The Taliban have surged back over the past five years to become a flexible army with plenty of resources and wider popular support than the United States has sometimes been willing to acknowledge.

"I've used whatever political capital I have to make the case to the American people that this is in our national security interests, that it's absolutely critical that we succeed on this mission," Obama said.

The war against violent extremism isn't confined within Afghanistan's borders, he said.

Questioned by an Afghan reporter, he said he sees a growing recognition among leaders in neighboring Pakistan that the extremist groups who are based there represent a "cancer in their midst." He said Pakistani leaders are recognizing that the groups that are using Pakistan's frontier as a base are threatening the nation's sovereignty.

Obama's Afghanistan exit strategy depends heavily on propping up a strong central government in Afghanistan. But U.S. military and civilian officials say that won't be possible until the local population learns to trust the new authorities.

Only a quarter of the key regions in Afghanistan support or even sympathize with the government in Kabul, with large swaths of the country still hesitant to swing behind the U.S.-backed authority, according to a Pentagon assessment released last month.

The report found that as of March, much of the country is either neutral to Afghan authorities or supportive of the Taliban insurgency. Only 29 of 121 districts in Afghanistan identified as "key terrain" support or sympathize with the Kabul government. More Afghans did report feeling safer, with 84 percent saying security levels were "fair" or "good." 
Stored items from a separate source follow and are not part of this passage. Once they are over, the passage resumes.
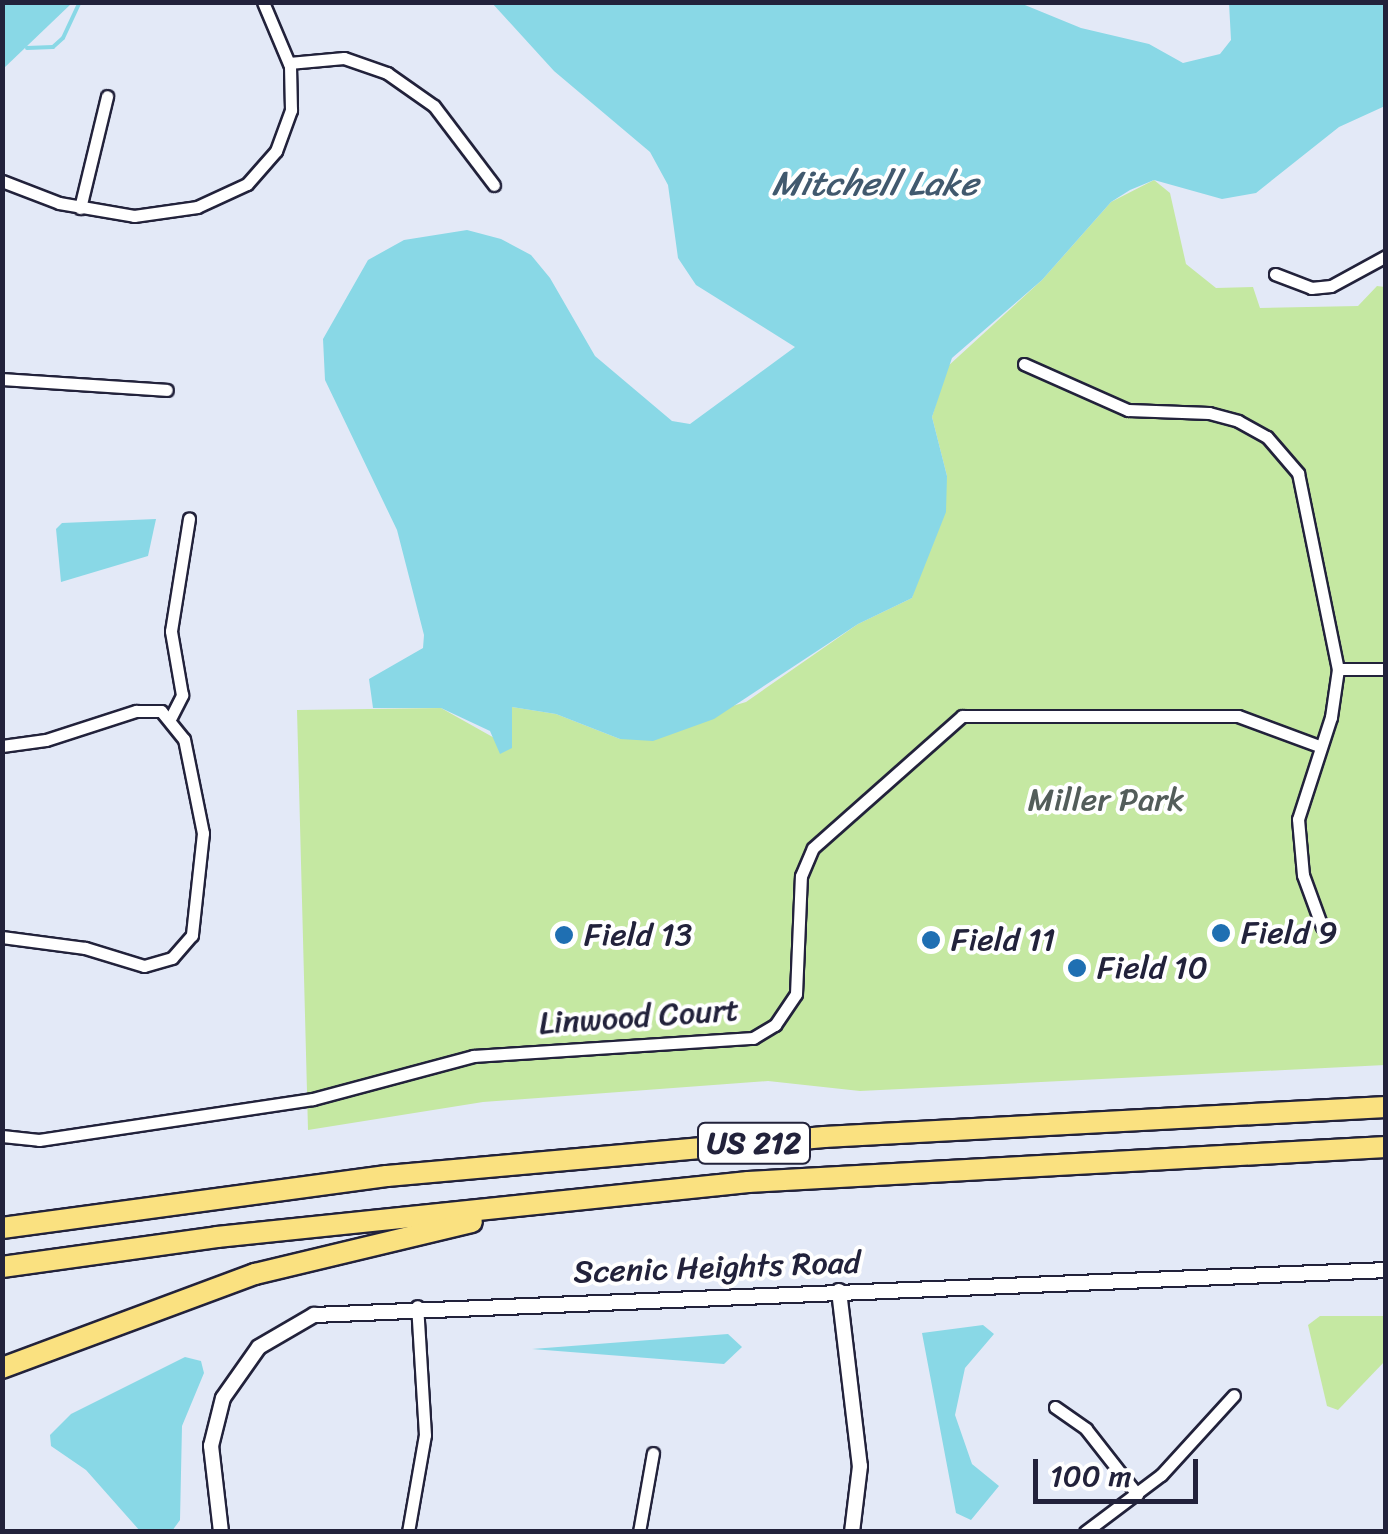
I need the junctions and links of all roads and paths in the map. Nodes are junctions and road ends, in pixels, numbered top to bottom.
1 (263, 2) edge
2 (289, 63) junction
3 (107, 96) dead end
4 (2, 181) edge
5 (494, 185) dead end
6 (80, 208) junction
7 (1386, 256) edge
8 (1275, 274) dead end
9 (1024, 364) dead end
10 (2, 379) edge
11 (168, 390) dead end
12 (189, 518) dead end
13 (1338, 669) junction
14 (1386, 669) edge
15 (172, 717) junction
16 (2, 746) edge
17 (1320, 746) junction
18 (1322, 926) dead end
19 (2, 937) edge
20 (1386, 1097) edge
21 (1386, 1107) edge
22 (1272, 1112) junction
23 (2, 1136) edge
24 (1386, 1150) edge
25 (748, 1182) junction
26 (238, 1194) junction
27 (2, 1217) edge
28 (2, 1228) edge
29 (2, 1268) edge
30 (1386, 1270) edge
31 (839, 1291) junction
32 (417, 1306) junction
33 (2, 1368) edge
34 (1234, 1395) dead end
35 (1055, 1407) dead end
36 (653, 1453) dead end
37 (1137, 1494) junction
38 (221, 1532) edge
39 (408, 1532) edge
40 (639, 1532) edge
41 (852, 1532) edge
42 (1085, 1532) edge

1 - 2 street
2 - 5 street
2 - 6 street
3 - 6 street
4 - 6 street
7 - 8 street
9 - 13 street
10 - 11 street
12 - 15 street
13 - 14 street
13 - 17 street
15 - 16 street
15 - 19 street
17 - 18 street
17 - 23 street, Linwood Court
20 - 22 highway
21 - 22 highway, US 212
22 - 26 highway, US 212
24 - 25 highway, US 212
25 - 29 highway, US 212
25 - 33 highway
26 - 27 highway
26 - 28 highway, US 212
30 - 31 street, Scenic Heights Road
31 - 32 street, Scenic Heights Road
31 - 41 street
32 - 38 street, Scenic Heights Road
32 - 39 street
34 - 37 street
35 - 37 street
36 - 40 street
37 - 42 street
Afghanistan's top leaders are spending most of the week in Washington for fence-mending and an examination of the war strategy ahead of the Kandahar operation. The visit comes about midway between Obama's announcement last December that he would add another 30,000 forces and what he has said will be a reappraisal of the U.S. battle plan at the end of this year. It also comes weeks ahead of a peace summit called by Karzai to prepare for eventual talks with Taliban and other militants.

Karzai appears to agree with outside analysts who say that senior Taliban, including some with blood on their hands, must be at the table for any serious negotiation to stick. The United States has ruled out discussions with anyone who has not renounced ties to al-Qaida, reflecting the sensitivity of cutting deals with people who were even indirectly responsible for the Sept. 11 attacks. The United States has not spelled out what middle ground it might approve however, and although Obama said the outreach effort must be managed by Afghans Karzai has said he needs U.S. backing before he makes a move.

Initial outreach is directed at Taliban foot soldiers who are not motivated by ideology or affiliated with terrorists, Karzai said. He called them "country boys" driven to the fight by economic hardship. Obama said the two leaders will keep talking about how to approach the larger goal of a full reconciliation that could end the war.